_Problem description_
Word for word, transcribe the material below from its first line to the line with "padding:0 28px; font-size:26px;", both included.

_Record extracts_

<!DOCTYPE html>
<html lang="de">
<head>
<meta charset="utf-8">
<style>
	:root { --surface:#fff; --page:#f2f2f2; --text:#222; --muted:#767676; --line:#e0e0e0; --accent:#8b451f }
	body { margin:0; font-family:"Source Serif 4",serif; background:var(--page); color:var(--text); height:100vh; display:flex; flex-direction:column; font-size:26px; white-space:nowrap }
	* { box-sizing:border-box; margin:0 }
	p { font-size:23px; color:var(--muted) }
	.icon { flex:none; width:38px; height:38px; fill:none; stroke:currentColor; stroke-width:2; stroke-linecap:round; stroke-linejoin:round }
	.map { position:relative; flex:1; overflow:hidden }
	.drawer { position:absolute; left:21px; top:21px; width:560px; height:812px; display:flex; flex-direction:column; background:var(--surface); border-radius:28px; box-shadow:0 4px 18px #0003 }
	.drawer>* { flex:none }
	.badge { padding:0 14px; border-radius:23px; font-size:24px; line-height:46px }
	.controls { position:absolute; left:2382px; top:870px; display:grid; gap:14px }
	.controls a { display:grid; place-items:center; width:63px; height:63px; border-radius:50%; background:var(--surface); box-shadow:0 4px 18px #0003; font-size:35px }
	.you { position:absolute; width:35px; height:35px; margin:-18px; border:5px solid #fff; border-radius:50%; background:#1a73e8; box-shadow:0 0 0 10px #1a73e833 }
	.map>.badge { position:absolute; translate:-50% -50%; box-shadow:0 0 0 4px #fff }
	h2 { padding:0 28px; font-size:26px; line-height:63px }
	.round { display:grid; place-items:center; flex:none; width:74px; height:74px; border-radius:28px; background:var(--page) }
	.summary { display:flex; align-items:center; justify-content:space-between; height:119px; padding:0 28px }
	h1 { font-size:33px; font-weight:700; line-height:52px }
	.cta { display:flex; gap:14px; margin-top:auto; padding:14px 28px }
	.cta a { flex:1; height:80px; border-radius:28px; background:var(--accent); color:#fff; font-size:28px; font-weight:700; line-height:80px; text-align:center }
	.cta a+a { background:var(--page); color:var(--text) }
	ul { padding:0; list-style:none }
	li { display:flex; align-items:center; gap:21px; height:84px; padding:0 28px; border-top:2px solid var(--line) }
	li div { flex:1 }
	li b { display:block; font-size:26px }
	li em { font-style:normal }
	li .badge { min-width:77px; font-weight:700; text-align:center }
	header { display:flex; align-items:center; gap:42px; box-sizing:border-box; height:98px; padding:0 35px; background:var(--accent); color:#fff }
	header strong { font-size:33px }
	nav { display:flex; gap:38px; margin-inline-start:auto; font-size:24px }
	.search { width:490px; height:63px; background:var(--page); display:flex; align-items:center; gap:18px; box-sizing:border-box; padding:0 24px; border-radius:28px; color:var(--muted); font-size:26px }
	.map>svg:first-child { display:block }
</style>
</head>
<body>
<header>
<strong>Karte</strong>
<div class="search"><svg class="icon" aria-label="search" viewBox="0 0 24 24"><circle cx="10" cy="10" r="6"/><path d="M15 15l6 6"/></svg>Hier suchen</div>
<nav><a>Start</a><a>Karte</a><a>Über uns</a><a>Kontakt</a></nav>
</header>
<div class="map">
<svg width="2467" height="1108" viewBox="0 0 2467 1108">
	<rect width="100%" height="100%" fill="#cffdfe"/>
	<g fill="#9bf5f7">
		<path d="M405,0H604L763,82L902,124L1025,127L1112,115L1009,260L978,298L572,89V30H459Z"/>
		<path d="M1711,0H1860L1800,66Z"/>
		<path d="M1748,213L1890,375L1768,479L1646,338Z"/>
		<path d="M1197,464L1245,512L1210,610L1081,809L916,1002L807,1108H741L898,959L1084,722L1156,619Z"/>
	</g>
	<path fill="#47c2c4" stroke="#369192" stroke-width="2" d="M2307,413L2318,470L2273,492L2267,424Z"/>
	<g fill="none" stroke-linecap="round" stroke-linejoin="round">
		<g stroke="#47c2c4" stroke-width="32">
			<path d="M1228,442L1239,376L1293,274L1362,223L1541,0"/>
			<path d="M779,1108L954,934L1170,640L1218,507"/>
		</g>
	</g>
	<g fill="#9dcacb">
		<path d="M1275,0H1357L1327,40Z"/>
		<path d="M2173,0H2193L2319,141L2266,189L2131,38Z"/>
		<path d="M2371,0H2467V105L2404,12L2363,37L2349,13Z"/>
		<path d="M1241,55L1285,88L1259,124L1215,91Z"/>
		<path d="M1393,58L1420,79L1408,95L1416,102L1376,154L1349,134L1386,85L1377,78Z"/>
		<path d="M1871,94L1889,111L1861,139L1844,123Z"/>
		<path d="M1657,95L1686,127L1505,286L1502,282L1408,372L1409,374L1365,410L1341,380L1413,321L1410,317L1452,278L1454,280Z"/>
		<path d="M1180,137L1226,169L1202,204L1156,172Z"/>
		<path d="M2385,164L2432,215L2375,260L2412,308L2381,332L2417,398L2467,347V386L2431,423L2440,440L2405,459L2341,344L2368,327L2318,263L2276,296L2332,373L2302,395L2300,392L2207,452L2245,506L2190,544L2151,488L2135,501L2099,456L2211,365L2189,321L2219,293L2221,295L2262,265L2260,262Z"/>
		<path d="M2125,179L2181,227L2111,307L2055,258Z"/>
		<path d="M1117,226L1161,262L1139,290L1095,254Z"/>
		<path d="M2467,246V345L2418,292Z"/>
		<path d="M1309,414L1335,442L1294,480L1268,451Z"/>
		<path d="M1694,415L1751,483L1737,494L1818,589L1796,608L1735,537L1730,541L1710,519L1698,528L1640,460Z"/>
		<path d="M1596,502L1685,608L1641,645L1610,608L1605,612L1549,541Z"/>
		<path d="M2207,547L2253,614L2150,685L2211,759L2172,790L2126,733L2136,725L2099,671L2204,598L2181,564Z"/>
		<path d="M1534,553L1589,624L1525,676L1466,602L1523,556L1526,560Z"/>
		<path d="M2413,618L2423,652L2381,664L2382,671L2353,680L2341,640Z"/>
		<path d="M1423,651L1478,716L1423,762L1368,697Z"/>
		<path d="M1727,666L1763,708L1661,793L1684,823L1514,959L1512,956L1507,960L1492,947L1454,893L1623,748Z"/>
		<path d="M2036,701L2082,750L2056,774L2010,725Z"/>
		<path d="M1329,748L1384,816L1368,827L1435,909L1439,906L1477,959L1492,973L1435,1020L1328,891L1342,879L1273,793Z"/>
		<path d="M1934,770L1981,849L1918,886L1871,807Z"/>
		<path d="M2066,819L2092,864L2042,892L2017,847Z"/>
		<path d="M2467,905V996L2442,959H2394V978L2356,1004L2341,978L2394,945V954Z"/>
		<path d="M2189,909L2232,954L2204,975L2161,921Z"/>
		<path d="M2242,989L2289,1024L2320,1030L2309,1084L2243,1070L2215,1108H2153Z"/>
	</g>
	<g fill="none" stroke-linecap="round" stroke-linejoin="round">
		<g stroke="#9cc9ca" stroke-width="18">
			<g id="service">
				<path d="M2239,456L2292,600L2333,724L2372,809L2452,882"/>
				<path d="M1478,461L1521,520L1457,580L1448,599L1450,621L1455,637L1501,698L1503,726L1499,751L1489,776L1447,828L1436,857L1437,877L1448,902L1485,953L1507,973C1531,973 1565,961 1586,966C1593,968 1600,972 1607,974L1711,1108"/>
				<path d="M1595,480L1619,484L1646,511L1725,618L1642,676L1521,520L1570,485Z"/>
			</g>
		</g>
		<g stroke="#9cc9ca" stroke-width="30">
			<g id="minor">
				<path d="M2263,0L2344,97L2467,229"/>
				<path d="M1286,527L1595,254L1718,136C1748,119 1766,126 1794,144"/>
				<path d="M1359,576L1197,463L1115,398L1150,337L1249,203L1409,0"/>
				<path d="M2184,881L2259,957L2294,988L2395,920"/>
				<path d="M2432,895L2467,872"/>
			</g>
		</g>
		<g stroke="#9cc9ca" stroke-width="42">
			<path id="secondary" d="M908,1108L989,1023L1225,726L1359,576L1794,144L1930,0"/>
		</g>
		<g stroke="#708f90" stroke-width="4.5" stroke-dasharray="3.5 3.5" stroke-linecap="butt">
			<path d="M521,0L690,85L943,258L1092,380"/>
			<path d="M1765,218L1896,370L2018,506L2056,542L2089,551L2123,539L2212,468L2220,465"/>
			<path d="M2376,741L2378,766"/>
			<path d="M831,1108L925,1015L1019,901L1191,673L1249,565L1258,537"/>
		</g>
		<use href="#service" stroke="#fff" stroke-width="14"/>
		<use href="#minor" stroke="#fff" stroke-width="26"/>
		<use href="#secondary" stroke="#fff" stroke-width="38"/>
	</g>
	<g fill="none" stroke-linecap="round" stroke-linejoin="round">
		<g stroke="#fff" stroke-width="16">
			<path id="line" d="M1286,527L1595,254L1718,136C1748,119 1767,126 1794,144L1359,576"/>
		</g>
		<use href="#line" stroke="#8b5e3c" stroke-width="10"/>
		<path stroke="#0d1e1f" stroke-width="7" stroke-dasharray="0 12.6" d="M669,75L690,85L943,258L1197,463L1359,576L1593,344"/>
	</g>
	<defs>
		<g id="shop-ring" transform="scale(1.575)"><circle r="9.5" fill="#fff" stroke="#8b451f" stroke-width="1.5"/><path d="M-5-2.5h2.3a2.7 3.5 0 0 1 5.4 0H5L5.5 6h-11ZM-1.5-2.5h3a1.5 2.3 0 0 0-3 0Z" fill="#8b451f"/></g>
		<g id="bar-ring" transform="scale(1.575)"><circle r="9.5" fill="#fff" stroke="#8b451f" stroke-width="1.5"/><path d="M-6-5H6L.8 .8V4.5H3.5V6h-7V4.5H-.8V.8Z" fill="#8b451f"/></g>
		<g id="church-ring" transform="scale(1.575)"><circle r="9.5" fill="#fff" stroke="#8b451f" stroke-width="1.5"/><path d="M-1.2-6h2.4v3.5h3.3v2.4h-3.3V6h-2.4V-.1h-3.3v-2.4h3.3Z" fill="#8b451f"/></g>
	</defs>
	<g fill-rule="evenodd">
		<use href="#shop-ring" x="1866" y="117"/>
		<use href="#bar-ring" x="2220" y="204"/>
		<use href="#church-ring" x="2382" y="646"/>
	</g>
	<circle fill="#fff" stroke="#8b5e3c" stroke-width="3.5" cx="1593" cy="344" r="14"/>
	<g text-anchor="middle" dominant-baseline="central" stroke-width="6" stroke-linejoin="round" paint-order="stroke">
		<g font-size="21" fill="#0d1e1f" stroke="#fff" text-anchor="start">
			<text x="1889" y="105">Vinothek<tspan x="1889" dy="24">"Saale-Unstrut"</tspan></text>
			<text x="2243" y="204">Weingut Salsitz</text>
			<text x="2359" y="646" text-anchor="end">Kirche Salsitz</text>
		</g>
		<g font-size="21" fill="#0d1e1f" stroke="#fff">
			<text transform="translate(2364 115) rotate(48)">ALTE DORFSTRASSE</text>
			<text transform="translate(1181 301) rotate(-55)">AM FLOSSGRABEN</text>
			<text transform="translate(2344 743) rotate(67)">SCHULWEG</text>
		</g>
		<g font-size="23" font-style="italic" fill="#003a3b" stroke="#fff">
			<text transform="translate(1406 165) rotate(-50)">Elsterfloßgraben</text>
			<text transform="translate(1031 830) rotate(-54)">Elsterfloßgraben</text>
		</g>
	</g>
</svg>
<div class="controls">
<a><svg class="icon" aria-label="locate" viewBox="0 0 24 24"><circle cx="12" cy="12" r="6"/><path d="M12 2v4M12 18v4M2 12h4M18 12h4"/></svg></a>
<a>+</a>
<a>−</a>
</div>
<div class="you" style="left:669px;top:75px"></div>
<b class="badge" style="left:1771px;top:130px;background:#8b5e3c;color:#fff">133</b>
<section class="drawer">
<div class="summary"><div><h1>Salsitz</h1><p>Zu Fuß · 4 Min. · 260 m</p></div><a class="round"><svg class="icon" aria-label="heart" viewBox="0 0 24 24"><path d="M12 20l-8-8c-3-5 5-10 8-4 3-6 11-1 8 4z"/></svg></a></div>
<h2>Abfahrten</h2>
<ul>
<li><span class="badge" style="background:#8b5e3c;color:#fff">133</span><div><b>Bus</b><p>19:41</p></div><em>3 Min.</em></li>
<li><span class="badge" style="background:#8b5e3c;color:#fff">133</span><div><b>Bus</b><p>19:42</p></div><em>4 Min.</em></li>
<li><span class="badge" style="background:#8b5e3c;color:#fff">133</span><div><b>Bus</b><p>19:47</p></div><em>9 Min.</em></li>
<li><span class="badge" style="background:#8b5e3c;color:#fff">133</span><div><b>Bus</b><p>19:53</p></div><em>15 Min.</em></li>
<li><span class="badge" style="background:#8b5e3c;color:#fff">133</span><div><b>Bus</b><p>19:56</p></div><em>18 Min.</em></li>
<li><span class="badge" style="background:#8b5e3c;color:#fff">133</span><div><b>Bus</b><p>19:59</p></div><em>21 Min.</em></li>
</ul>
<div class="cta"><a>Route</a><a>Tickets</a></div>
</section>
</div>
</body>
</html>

_Your solution_
<!DOCTYPE html>
<html lang="de">
<head>
<meta charset="utf-8">
<style>
	:root { --surface:#fff; --page:#f2f2f2; --text:#222; --muted:#767676; --line:#e0e0e0; --accent:#8b451f }
	body { margin:0; font-family:"Source Serif 4",serif; background:var(--page); color:var(--text); height:100vh; display:flex; flex-direction:column; font-size:26px; white-space:nowrap }
	* { box-sizing:border-box; margin:0 }
	p { font-size:23px; color:var(--muted) }
	.icon { flex:none; width:38px; height:38px; fill:none; stroke:currentColor; stroke-width:2; stroke-linecap:round; stroke-linejoin:round }
	.map { position:relative; flex:1; overflow:hidden }
	.drawer { position:absolute; left:21px; top:21px; width:560px; height:812px; display:flex; flex-direction:column; background:var(--surface); border-radius:28px; box-shadow:0 4px 18px #0003 }
	.drawer>* { flex:none }
	.badge { padding:0 14px; border-radius:23px; font-size:24px; line-height:46px }
	.controls { position:absolute; left:2382px; top:870px; display:grid; gap:14px }
	.controls a { display:grid; place-items:center; width:63px; height:63px; border-radius:50%; background:var(--surface); box-shadow:0 4px 18px #0003; font-size:35px }
	.you { position:absolute; width:35px; height:35px; margin:-18px; border:5px solid #fff; border-radius:50%; background:#1a73e8; box-shadow:0 0 0 10px #1a73e833 }
	.map>.badge { position:absolute; translate:-50% -50%; box-shadow:0 0 0 4px #fff }
	h2 { padding:0 28px; font-size:26px; line-height:63px }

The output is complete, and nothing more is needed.